:: Work instruction ::
From the records below, return every line containing the word "Values".

:: Recorded data ::
★ ★ ★ ★

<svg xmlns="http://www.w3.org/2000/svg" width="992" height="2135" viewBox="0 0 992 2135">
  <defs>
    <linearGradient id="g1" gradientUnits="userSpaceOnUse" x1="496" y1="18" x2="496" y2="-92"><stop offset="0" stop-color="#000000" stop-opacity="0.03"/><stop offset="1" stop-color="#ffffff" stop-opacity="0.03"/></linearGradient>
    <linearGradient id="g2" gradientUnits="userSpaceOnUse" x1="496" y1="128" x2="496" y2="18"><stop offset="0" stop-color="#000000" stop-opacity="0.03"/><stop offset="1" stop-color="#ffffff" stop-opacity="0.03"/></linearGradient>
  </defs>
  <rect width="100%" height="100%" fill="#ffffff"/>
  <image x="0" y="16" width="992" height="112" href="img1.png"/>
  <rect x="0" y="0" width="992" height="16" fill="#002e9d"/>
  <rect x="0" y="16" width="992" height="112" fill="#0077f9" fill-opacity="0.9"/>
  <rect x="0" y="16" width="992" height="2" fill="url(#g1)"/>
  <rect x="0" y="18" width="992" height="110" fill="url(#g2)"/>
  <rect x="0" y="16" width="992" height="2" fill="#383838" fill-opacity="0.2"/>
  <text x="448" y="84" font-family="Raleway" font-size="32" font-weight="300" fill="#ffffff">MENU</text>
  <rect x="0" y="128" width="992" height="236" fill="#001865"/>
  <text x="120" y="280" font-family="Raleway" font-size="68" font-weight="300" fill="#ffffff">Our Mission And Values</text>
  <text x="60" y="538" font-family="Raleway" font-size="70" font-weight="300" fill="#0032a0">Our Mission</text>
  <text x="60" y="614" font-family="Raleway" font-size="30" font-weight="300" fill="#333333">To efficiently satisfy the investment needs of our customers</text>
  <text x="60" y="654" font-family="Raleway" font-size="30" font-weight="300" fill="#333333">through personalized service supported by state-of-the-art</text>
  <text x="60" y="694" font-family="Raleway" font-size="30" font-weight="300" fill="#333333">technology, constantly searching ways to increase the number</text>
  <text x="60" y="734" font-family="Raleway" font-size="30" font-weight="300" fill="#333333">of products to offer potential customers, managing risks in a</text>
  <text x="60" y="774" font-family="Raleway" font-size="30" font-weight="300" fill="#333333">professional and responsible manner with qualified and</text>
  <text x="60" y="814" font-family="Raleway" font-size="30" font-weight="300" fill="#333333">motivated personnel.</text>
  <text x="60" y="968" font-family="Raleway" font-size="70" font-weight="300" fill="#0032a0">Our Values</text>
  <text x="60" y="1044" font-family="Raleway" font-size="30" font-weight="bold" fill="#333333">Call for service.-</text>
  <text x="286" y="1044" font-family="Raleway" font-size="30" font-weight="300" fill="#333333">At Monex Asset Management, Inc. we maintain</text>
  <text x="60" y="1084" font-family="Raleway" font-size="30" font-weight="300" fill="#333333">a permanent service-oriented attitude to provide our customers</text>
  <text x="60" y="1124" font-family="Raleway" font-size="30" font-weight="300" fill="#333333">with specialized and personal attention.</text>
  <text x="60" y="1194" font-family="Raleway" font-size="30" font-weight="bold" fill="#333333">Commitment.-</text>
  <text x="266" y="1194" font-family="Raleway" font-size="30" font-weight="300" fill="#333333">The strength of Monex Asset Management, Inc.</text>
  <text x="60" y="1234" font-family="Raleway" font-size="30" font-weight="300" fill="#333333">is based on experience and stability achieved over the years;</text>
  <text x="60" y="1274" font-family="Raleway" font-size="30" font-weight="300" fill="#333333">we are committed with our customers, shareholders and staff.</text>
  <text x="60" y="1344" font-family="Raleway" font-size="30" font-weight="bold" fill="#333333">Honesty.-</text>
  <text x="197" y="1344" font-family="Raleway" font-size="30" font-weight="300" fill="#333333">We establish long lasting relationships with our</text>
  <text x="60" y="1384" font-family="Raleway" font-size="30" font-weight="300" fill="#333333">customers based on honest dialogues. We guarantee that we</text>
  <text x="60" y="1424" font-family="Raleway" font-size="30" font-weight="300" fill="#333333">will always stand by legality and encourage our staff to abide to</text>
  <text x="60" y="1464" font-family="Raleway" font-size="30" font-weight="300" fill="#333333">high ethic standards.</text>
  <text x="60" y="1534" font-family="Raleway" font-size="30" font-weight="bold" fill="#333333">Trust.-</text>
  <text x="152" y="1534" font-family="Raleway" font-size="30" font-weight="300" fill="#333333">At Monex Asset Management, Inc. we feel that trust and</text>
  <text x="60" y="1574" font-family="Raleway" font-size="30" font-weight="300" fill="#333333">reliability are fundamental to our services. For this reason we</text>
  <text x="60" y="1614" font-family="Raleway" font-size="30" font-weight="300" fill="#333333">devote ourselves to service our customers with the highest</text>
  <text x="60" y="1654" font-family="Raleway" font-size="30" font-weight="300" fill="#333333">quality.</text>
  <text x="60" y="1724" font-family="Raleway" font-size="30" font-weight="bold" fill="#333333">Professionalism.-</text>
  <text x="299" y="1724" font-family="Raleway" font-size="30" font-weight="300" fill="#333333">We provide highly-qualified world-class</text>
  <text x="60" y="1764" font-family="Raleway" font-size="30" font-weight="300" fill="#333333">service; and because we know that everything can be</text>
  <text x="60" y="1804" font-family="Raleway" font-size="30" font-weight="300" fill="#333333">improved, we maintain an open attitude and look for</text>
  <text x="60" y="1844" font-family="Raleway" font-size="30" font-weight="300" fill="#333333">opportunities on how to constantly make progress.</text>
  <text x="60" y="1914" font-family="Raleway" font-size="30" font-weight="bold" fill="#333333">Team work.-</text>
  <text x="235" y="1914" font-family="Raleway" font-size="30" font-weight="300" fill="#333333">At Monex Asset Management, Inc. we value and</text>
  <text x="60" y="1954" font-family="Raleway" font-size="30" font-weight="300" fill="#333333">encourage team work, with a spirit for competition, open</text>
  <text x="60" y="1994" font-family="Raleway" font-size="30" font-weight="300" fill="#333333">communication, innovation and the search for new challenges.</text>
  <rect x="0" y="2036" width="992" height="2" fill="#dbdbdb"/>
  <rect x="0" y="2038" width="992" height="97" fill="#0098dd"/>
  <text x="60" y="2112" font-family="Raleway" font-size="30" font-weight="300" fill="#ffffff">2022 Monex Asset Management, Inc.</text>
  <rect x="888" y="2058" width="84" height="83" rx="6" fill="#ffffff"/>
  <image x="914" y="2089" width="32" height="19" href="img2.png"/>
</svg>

★ ★ ★ ★

:: Response ::
  <text x="120" y="280" font-family="Raleway" font-size="68" font-weight="300" fill="#ffffff">Our Mission And Values</text>
  <text x="60" y="968" font-family="Raleway" font-size="70" font-weight="300" fill="#0032a0">Our Values</text>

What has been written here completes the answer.